OKC -- A woman at a Vietnamese restaurant near my house gave the most convincing clue that the
durian is an evil fruit that should not be eaten: "It's got spikes all over it, like, warning you to stay away," she said, before comparing the fruit's taste to vomit.
I first heard about the southeast Asian durain fruit at a dinner party, where a new friend and his wife (both white people from Ohio) said that the durain was the most delicious thing on earth. They said it was sweet, but not too sweet, and had the consistency of custard. Just be sure you crack it open on the porch, or outside your home, they said, because the fruit smells like a combo of rotten eggs and Fat Albert farts. They assured me that's a smell one can overcome, and that I would be hooked after one try.
Clearly these people have not taken human anatomy. Your nose is tied straight up with taste in your brain. And my nose is freaking huge.
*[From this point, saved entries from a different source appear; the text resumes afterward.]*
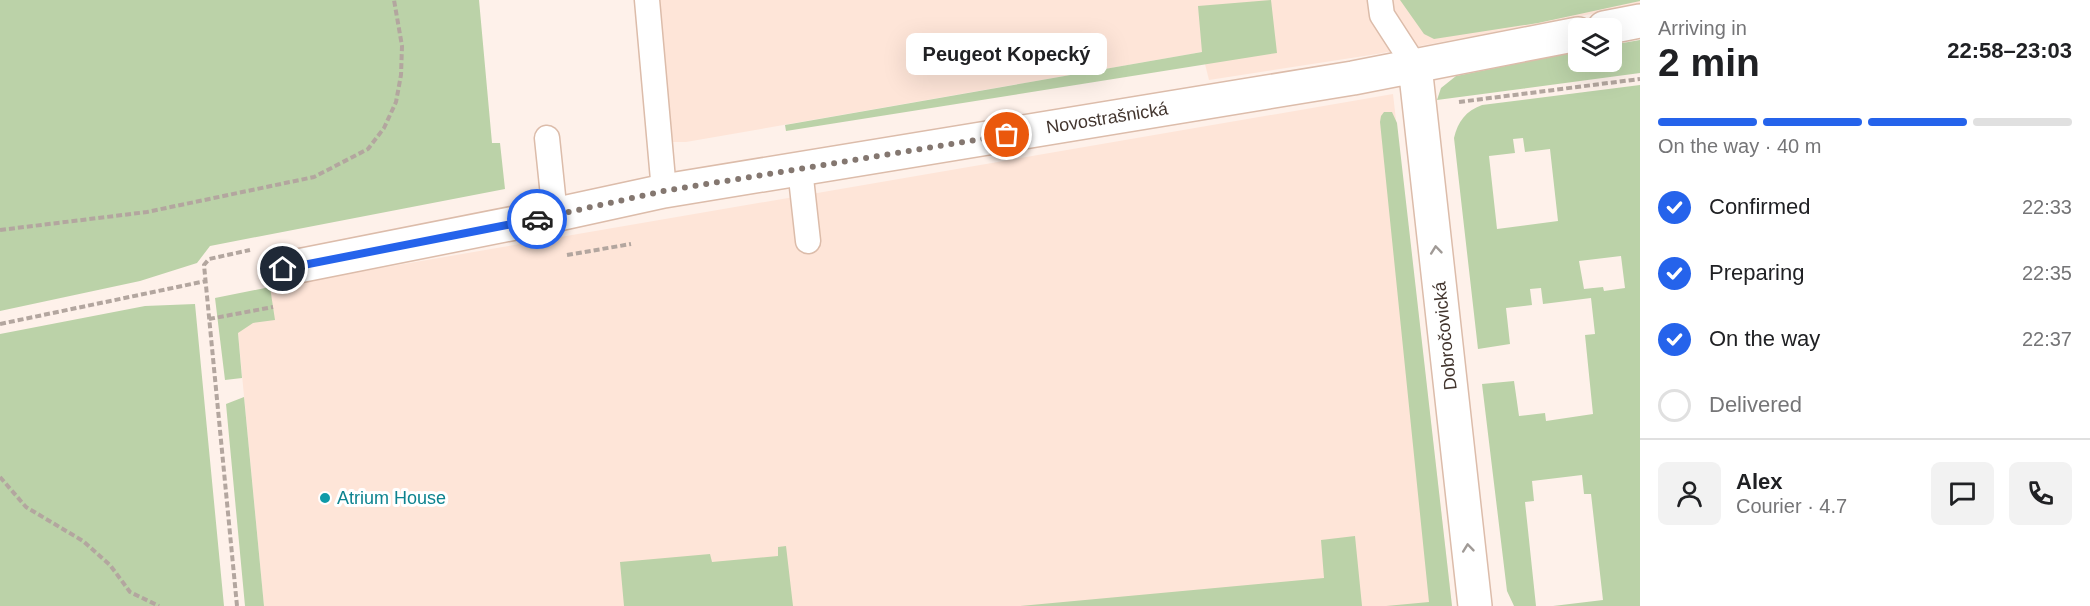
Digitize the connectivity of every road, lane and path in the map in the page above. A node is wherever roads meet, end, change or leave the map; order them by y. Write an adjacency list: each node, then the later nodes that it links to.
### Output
1 (394, 0): 14 (path)
2 (647, 0): 12 (lane)
3 (1380, 0): 7 (lane)
4 (1640, 21): 5 (street)
5 (1622, 24)
6 (1568, 36): 7 (street, Novostrašnická)
7 (1415, 66): 9 (street, Dobročovická); 11 (street, Novostrašnická)
8 (1640, 79): 9 (path)
9 (1420, 107): 27 (street, Dobročovická, one-way to 9)
10 (548, 138): 13 (lane)
11 (800, 169): 12 (street, Novostrašnická); 15 (lane)
12 (664, 191): 13 (street, Novostrašnická)
13 (555, 215): 19 (street, Novostrašnická)
14 (0, 230)
15 (808, 241)
16 (631, 244): 17 (path)
17 (556, 257)
18 (204, 265): 20 (path)
19 (283, 269)
20 (206, 281): 22 (path); 23 (path)
21 (278, 306): 22 (path)
22 (209, 319): 26 (path)
23 (0, 324)
24 (0, 477): 25 (path)
25 (159, 606)
26 (237, 606)
27 (1475, 606)

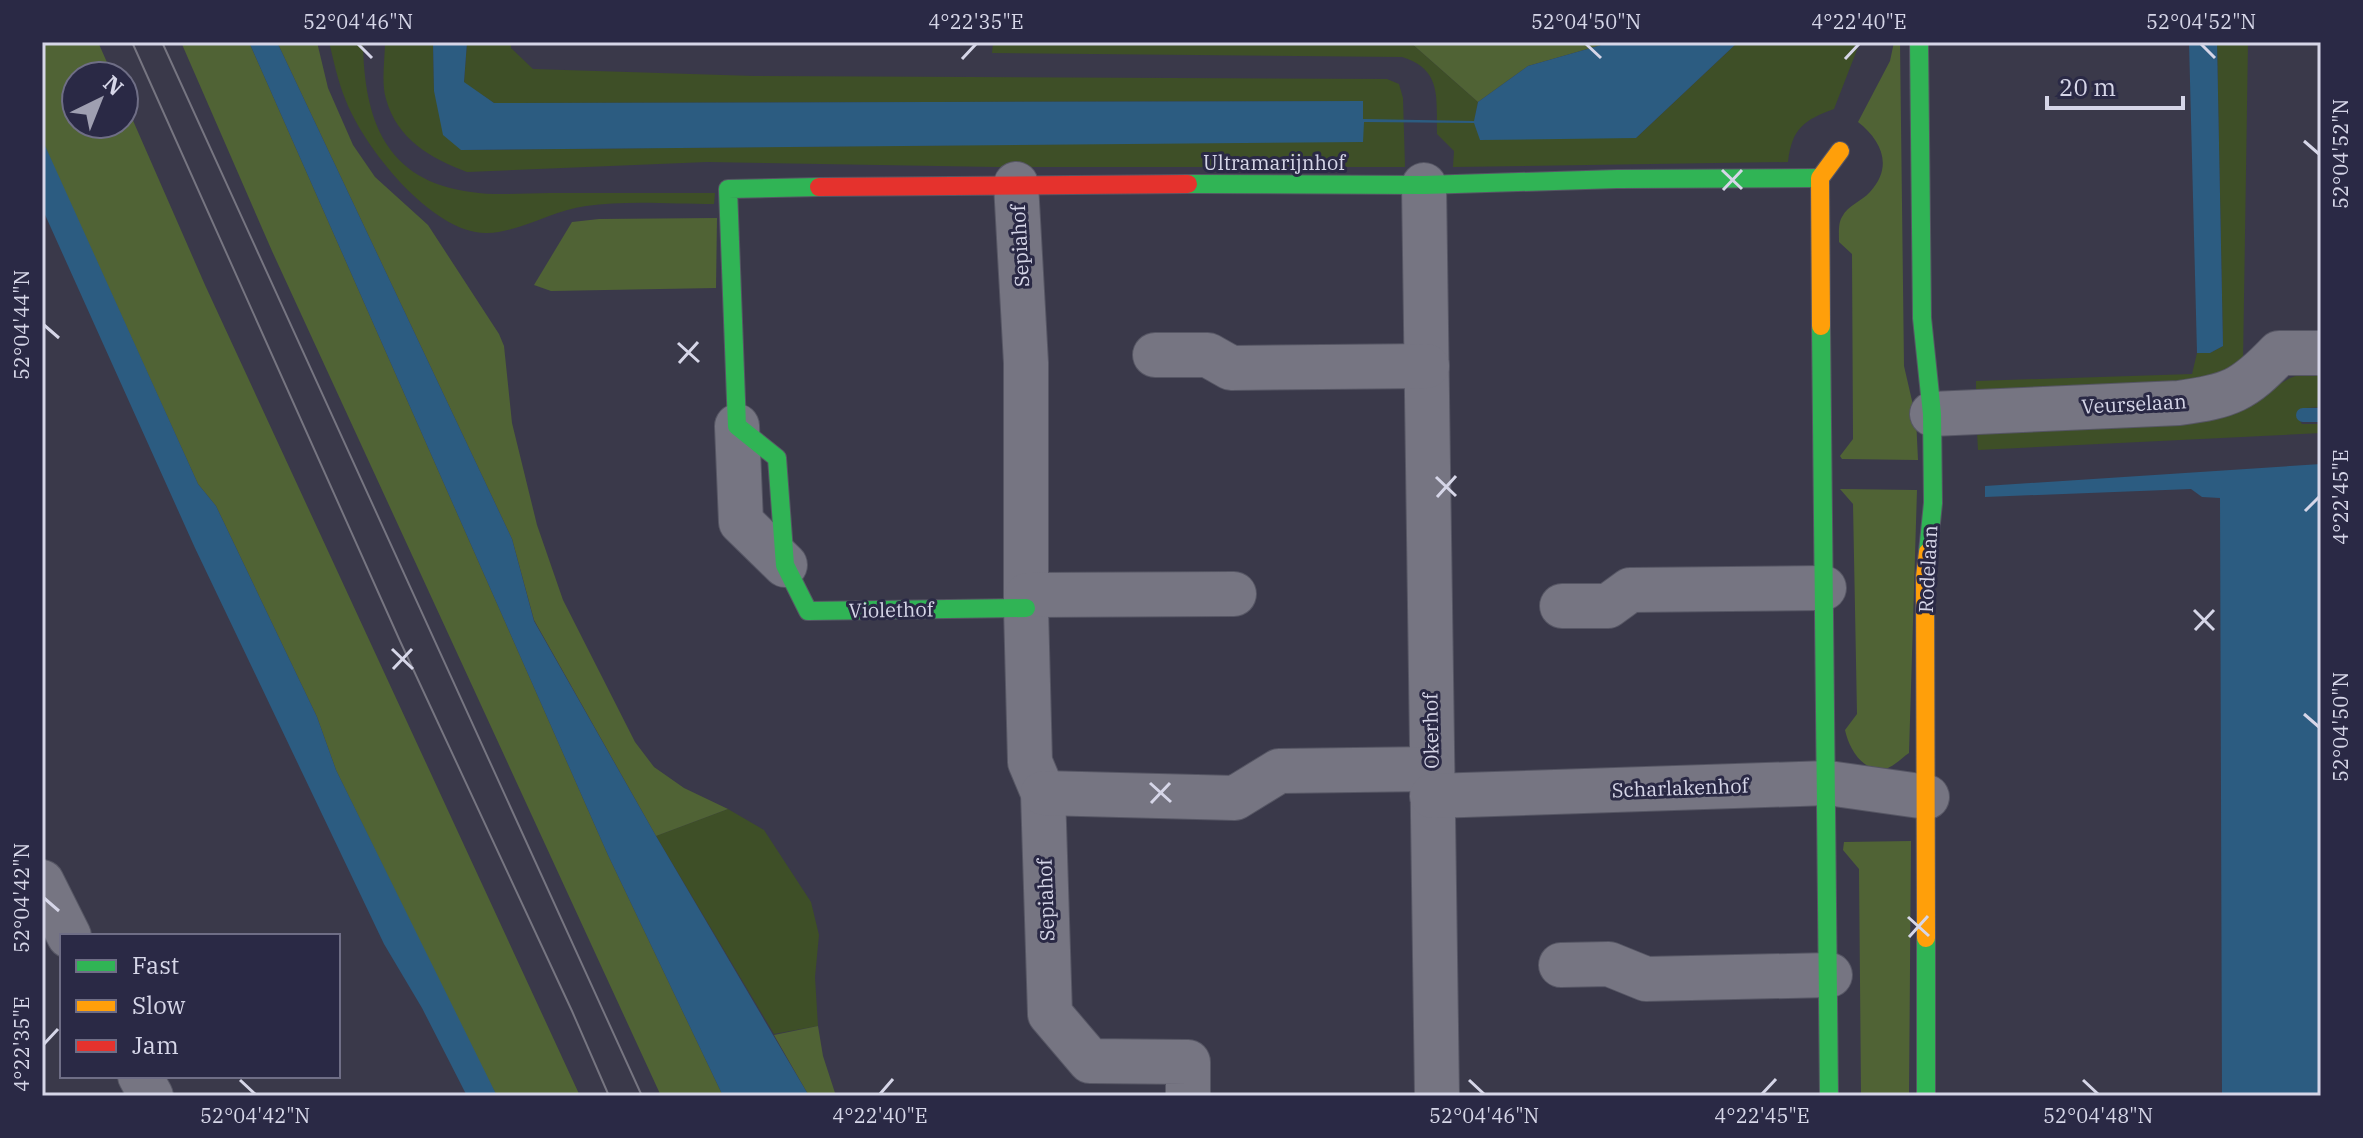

My friend Jesse and I walked to Super Cao Nguyen, an Asian grocery store, on Saturday afternoon to buy a durian and try it out for ourselves. The fruit is sold out of a freezer, looks like an angry, rounded pineapple, and is pretty expensive. We picked the smallest one possible, and it weighed about 5 pounds and cost like $9. I didn't have any money in my wallet (convenient right?), so Jesse paid for it and carried it home. The durian is so spikey that, even when held in two plastic bags, it still stabbed him in the leg and litterally made him bleed. Ouch.
We got the fruit to my front porch and realized we didn't have much of a game plan for cracking it's spikey, wood-hard exterior. Here's a progression of tools used:
1. The knife: We used a small, sharp knife to stab at the fruit. It wasn't cerrated, but we still managed to saw across one side. We tried to pull it open, and just got stabbed in the palms. The fruit wouldn't budge.
2. The garden gloves: Used garden gloves to continue trying to pull the fruit apart. Not strong enough.
3. The stairs: Jesse picked the durain up and started banging it against the concrete stairs that lead up to my porch. "What are you doing?" I said. "Haven't you ever seen an otter?" Me: (Um, yes, in the Chicago Aquarium...) "Um, yes." Jesse: "They do this with mollusks, they put their little hands on the mollusk and then bang them into rocks." He continues banging, but all he does is get rid of a few spikes.
4. Screw drivers: Finally, we used two large screwdrivers to pry the fruit apart along the slit made in step one.
Immediately after the fruit opened, a stench filled the air. It was pretty sulfuric, like rotten eggs, but had a hint of otherworldlyness that for some reason reminded me of that scene in Gremlins when they all start hatching in the attic. Not that I have smellivision, I just imagine that's what it smells like.
As for the taste, I think Jesse was most accurate when he said it tasted like soggy, moldy onions. Whatever it was, it was sick, and I kept burping it up for at least 5 hours. After several washes, its smell still stuck to my hands. (It was unclear which kitchen utensils, if any, would be able to dig into the pockets of fruit beneath the spikes ... I didn't have a metal spork on hand, but maybe that would work).
Moral of story: trying new foods can be an adventure, but make sure you know what tools are required, and have a chaser and/or antacid ready.